Большинство молодых артистов пришли к нам по окончании драматических школ и студий, но было у нас и несколько артистов оперы, балета. Они получили образование по своей специальности, но тянулись к театру с более разносторонними возможностями.
Особенностью производственной работы в нашем театре было стремление разносторонне использовать возможности каждого артиста, расширить его творческий диапазон. Ограничение рамками определенного амплуа, творческие самоповторы мы считали явлением нежелательным, даже когда это и связано с успехом. Раньше нередко мужчин-актеров делили на «героев» и «характерных». Но может ли быть «бесхарактерным» герой? Кому такой «герой» нужен? Артисты с большим сценическим обаянием, с внешними данными, приятными и убедительными, нередко выступают почти без грима, как бы от своего «я». А Василий Иванович Качалов, артист исключительного обаяния, в каждой роли был иным, создавал не только новый, неповторимый характер, но находил особые, характерные черточки в поведении, походке, повадках этого героя, иной грим. Каждое создание его было однажды возможным чудом. А Москвин?!!
Повторяю те слова, которые мы говорили нашим артистам. Оки росли вместе с молодой советской драматургией, мы старались их отводить от самоповторов.
Из моих постановок «после путешествий» большой успех выпал на долю пьесы Н. Шестакова «Брат». Она была драматургически интересна… В период гражданской войны скромная семья — мать, отец и два мальчика-близнеца — оказывается в Одессе. Через несколько лет мы видим мать — директора фабрики-кухни и комсомольца Виктора энергично работающими в Москве, а отца и сына Сергея живущими при эмигрантском ресторане в Париже.
Шпионская организация решила использовать поразительное внешнее сходство шестнадцатилетних эмигранта и комсомольца. Вот основа, на которой талантливый драматург Николай Шестаков построил психологическую драму с неожиданными и острыми коллизиями.

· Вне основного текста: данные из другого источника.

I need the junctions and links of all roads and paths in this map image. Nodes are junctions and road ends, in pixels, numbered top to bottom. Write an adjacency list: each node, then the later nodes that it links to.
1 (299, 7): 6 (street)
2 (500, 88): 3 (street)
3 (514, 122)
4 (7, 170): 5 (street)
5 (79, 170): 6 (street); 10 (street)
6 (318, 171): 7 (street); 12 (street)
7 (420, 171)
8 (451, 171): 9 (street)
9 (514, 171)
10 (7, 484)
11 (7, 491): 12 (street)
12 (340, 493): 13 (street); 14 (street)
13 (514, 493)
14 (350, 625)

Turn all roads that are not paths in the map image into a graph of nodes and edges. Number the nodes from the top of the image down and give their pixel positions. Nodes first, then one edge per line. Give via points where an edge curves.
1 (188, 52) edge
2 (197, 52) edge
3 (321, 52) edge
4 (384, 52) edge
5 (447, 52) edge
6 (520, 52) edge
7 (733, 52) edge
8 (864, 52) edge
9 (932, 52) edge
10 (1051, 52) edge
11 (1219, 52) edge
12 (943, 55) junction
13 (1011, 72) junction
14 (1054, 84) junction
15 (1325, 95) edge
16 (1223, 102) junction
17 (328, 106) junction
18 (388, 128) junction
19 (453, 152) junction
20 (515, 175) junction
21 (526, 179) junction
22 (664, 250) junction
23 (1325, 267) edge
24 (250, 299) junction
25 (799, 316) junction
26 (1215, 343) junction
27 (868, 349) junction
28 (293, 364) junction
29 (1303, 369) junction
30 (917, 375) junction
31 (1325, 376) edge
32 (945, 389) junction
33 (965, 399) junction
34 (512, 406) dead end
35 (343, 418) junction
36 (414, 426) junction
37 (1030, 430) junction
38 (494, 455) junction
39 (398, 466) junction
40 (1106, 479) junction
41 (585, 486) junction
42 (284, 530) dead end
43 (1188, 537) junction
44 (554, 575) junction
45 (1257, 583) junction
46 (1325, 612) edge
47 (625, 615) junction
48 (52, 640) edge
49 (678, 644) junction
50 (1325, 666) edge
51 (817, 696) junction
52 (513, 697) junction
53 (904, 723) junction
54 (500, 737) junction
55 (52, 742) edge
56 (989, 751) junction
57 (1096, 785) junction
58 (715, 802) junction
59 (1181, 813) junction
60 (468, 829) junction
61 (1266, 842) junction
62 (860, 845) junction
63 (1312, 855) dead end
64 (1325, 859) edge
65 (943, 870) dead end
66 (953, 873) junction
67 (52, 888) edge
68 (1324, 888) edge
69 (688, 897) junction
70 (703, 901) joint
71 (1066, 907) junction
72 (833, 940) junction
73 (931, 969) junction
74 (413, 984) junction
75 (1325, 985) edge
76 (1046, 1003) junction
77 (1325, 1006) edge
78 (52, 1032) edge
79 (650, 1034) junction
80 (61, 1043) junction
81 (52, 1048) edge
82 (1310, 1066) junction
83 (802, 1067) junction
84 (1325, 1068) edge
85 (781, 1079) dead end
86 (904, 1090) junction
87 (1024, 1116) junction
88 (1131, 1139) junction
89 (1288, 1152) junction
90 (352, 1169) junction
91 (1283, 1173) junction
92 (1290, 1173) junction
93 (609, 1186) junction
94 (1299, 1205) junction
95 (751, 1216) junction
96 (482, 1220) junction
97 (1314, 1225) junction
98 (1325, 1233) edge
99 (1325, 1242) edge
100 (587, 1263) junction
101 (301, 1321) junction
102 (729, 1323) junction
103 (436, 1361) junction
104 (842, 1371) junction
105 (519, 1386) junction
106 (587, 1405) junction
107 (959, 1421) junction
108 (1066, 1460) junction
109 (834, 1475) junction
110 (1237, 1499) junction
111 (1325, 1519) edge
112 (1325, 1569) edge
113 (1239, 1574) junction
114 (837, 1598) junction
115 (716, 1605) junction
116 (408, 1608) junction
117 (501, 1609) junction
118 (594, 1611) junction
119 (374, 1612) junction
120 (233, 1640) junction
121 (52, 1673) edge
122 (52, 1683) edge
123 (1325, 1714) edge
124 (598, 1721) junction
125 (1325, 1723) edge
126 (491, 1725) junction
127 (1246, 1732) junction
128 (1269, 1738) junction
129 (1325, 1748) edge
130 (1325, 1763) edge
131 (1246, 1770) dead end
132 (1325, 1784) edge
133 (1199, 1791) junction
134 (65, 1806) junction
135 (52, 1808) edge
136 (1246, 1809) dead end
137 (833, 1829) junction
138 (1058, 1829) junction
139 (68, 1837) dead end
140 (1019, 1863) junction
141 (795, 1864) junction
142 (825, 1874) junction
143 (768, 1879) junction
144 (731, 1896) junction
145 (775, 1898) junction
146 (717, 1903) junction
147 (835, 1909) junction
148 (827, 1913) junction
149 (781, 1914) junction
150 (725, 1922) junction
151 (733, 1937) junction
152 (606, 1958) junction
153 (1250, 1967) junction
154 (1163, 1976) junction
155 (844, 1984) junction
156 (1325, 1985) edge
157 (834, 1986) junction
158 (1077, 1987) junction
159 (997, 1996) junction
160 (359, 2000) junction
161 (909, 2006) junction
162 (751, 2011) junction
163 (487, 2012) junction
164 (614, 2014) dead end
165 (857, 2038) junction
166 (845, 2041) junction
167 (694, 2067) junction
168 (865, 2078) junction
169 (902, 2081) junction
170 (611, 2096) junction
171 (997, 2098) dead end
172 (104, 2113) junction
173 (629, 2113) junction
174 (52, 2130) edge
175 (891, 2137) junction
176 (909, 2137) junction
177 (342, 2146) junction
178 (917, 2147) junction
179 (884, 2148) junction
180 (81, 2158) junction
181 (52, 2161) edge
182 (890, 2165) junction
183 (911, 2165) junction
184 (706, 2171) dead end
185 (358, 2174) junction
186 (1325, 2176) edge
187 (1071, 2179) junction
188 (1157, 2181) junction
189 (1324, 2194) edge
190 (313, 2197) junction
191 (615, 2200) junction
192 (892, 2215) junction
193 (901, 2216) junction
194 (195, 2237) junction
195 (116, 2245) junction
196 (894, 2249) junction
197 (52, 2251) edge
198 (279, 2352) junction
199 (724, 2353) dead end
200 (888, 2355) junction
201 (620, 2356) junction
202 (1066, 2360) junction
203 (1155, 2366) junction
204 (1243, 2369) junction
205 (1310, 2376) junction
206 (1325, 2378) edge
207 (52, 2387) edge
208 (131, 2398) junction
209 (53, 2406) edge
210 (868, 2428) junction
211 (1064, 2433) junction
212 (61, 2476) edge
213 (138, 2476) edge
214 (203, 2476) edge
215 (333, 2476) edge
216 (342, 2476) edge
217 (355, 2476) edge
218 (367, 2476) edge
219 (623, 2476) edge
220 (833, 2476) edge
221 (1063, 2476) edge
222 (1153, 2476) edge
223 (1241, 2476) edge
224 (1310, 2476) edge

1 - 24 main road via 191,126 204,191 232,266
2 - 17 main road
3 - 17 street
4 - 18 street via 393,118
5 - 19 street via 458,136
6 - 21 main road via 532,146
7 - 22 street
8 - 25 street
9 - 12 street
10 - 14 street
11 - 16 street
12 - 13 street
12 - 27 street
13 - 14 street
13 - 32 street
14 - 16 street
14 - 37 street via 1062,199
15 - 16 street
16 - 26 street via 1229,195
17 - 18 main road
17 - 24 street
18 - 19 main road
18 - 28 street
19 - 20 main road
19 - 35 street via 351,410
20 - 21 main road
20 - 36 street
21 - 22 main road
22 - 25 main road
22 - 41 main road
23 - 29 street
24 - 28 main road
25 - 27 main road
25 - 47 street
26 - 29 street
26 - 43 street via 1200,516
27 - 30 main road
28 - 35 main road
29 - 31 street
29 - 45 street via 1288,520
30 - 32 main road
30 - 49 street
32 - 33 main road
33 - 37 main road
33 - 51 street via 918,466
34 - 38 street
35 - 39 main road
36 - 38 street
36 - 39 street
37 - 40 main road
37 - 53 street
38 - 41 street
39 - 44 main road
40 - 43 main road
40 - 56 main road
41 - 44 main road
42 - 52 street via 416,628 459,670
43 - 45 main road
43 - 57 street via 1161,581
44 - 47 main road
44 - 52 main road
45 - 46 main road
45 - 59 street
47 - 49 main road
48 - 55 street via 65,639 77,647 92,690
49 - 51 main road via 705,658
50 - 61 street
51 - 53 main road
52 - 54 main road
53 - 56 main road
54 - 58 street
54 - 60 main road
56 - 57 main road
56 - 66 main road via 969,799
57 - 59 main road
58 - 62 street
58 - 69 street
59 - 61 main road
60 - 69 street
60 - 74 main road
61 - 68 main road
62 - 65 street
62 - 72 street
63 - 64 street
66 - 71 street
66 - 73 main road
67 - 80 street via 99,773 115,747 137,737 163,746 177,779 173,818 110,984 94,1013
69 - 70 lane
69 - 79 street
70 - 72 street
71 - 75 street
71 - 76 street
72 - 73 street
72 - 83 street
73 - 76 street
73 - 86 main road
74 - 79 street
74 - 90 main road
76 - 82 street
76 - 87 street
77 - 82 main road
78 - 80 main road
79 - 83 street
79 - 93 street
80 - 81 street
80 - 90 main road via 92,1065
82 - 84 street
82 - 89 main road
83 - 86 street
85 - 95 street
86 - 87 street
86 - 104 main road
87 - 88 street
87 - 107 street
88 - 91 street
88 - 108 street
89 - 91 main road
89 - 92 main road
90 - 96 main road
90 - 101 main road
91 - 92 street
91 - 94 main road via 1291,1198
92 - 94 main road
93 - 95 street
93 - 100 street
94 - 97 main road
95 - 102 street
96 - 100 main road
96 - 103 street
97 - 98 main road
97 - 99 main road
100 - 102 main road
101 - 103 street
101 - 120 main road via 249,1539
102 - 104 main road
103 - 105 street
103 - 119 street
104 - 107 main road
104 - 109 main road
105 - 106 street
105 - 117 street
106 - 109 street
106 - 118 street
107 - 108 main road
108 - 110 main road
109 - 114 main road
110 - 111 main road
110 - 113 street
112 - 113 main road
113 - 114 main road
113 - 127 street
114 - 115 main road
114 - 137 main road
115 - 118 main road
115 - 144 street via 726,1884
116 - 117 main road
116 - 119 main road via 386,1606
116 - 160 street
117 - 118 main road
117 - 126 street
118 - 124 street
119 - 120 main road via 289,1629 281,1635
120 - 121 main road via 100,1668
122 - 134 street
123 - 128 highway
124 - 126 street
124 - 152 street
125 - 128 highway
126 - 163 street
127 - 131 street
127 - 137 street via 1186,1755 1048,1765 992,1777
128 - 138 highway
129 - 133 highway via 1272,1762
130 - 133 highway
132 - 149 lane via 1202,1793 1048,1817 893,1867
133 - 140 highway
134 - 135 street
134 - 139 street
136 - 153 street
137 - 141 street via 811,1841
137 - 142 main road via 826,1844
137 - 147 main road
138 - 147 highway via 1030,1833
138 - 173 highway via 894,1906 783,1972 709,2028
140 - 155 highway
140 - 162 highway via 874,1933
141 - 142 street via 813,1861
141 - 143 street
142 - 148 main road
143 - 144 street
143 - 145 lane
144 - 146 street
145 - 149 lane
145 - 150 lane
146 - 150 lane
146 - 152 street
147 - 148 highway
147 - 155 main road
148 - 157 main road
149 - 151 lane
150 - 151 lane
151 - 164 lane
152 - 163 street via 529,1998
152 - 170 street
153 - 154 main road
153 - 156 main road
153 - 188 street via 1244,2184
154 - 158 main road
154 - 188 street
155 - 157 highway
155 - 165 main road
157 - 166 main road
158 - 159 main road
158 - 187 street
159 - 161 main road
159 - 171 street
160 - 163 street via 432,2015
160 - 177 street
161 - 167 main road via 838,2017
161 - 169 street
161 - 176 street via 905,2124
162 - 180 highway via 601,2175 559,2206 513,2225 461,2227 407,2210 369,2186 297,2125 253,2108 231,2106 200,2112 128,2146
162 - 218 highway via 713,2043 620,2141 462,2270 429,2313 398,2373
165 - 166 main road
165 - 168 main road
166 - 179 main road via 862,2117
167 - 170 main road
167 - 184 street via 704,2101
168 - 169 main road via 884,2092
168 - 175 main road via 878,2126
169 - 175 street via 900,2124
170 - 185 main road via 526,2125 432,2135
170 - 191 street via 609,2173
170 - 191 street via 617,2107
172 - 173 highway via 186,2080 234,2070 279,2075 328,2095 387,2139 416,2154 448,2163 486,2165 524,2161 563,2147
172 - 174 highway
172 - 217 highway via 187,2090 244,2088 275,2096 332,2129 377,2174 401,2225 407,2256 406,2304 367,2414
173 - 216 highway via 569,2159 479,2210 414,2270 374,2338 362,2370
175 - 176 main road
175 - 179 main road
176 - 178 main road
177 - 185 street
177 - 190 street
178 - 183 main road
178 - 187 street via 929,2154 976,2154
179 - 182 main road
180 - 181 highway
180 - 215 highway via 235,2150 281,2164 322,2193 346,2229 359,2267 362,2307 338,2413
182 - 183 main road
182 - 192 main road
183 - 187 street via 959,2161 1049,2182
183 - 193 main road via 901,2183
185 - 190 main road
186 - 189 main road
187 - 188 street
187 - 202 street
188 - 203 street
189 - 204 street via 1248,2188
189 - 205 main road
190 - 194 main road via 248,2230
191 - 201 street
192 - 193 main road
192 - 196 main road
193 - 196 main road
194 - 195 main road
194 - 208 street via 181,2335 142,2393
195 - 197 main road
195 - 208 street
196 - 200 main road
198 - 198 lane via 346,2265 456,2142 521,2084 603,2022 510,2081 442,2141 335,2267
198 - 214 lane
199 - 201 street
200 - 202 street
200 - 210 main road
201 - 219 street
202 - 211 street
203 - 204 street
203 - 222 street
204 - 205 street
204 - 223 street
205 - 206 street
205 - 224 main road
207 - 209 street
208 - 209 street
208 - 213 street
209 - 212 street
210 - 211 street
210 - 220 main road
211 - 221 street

После разлуки мы — режиссер и артисты — были словно влюблены друг в друга, репетировали новую пьесу «взахлеб» месяца три, и никто не жаловался на усталость, хотя иногда репетиции длились всю ночь. Очень интересно и разнопланово играл братьев-близнецов Михаил Ещенко. Как он творчески вырос за годы работы в Московском театре для детей! В третьем акте на сцену выбегала девчонка в ситцевом сарафане и приветствовала юбиляра-повара частушками «собственного сочинения». Она пела и плясала минуты три, а после этого зрительный зал долго бушевал, требуя повторения. Не может изгладиться из памяти дарование Клавдии Кореневой ни у кого, кто хоть раз ее видел. Отец-лакей — Алексей Несоныч, повар Федор Иванович — Евгений Васильев, мадам Мари — Регина Лозинская… Как хочется назвать тех, кто все свои силы, талант, всю жизнь посвятил театру наших детей.
Очень большой успех выпал на долю нашего театра после постановки пьесы В. Любимовой «Сережа Стрельцов».
…Урок литературы. Идет обсуждение «Мцыри» М. Ю. Лермонтова. Споры, разные мнения, но Сережа не допускает никакой критики любимого произведения. Ему кажется, что он сам похож на Мцыри, на многих лермонтовских героев. В семье у Сережи разлад: мать поссорилась с отцом, уехала, оставила сына. Сереже нравится одноклассница Таня Русанова, но она, по-видимому, относится к нему свысока. Сереже кажется, что он «никем не понят», он болезненно самолюбив, замкнут. Только тяжелая болезнь возвращает его к правильному пониманию происходящего — он убеждается, что товарищи его любят, в беде они настоящие друзья.